Housing cooperatives, or “co-ops” as they’re commonly known, occupy an unusual niche among forms of joint stock enterprises. Like any corporation, the tenant-shareholders have a common interest in maximizing for everyone’s benefit the value of the co-op’s assets, i.e., the apartment building and its common elements, but being neighbors who live above, below and beside one another, the tenant-shareholders also have intrinsically competitive interests regarding rights of access, use, development, transferability, etc., that can have a direct, disparate impact on quality of life and the resale value of their individual apartment units.
In large co-ops, where no single tenant-shareholder has a significant percentage of voting power, the centralized management authority of a democratically elected board of directors, exercised pursuant to the co-op’s by-laws, can regulate and mute any divergence between common and individual stockholder interests. Such centralized management, as in any corporation with widely dispersed ownership, effectively compartmentalizes decision-making at the board and shareholder levels.

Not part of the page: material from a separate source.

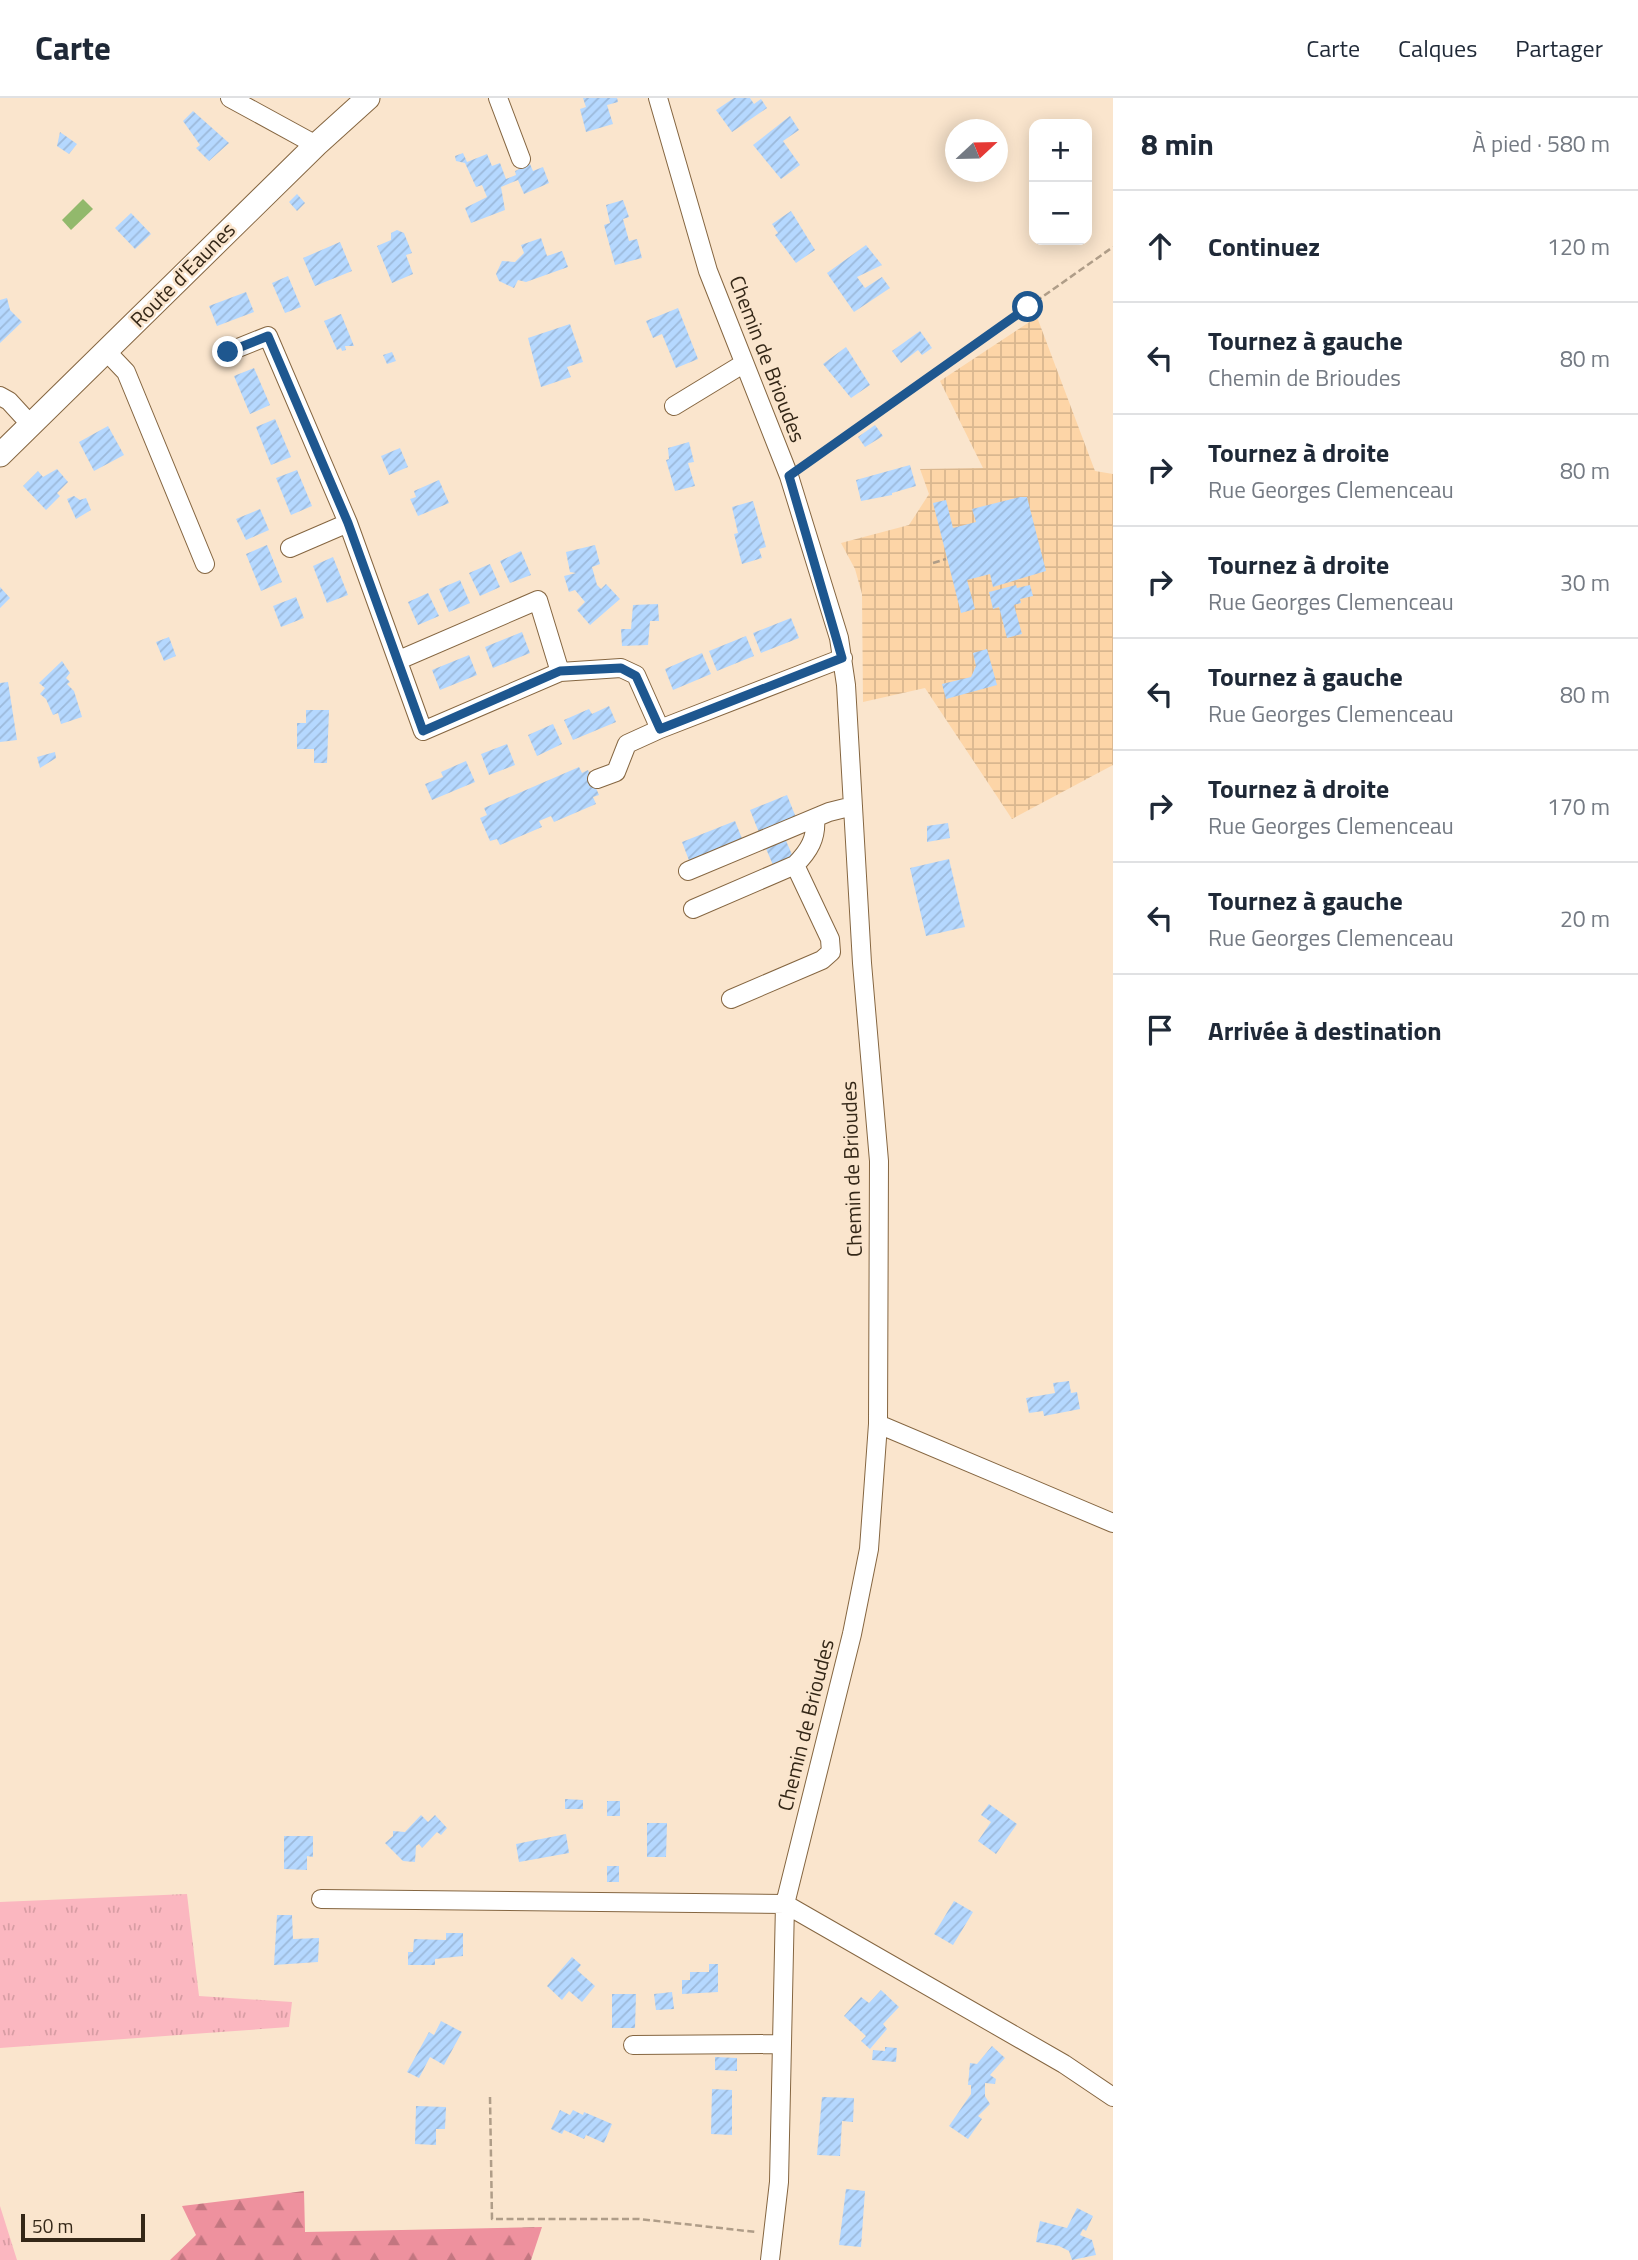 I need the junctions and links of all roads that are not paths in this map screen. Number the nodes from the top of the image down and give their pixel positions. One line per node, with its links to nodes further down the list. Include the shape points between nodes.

But not all co-ops are large. In Manhattan and other parts of New York City there are many small co-op properties, including converted walk-up tenements and industrial loft buildings, with as few as four, five or six units where each tenant-shareholder may have a seat on the co-op’s board of directors and material voting power, thereby melding into one the theoretically distinct realms of director and shareholder authority and likewise conflating common and individual concerns.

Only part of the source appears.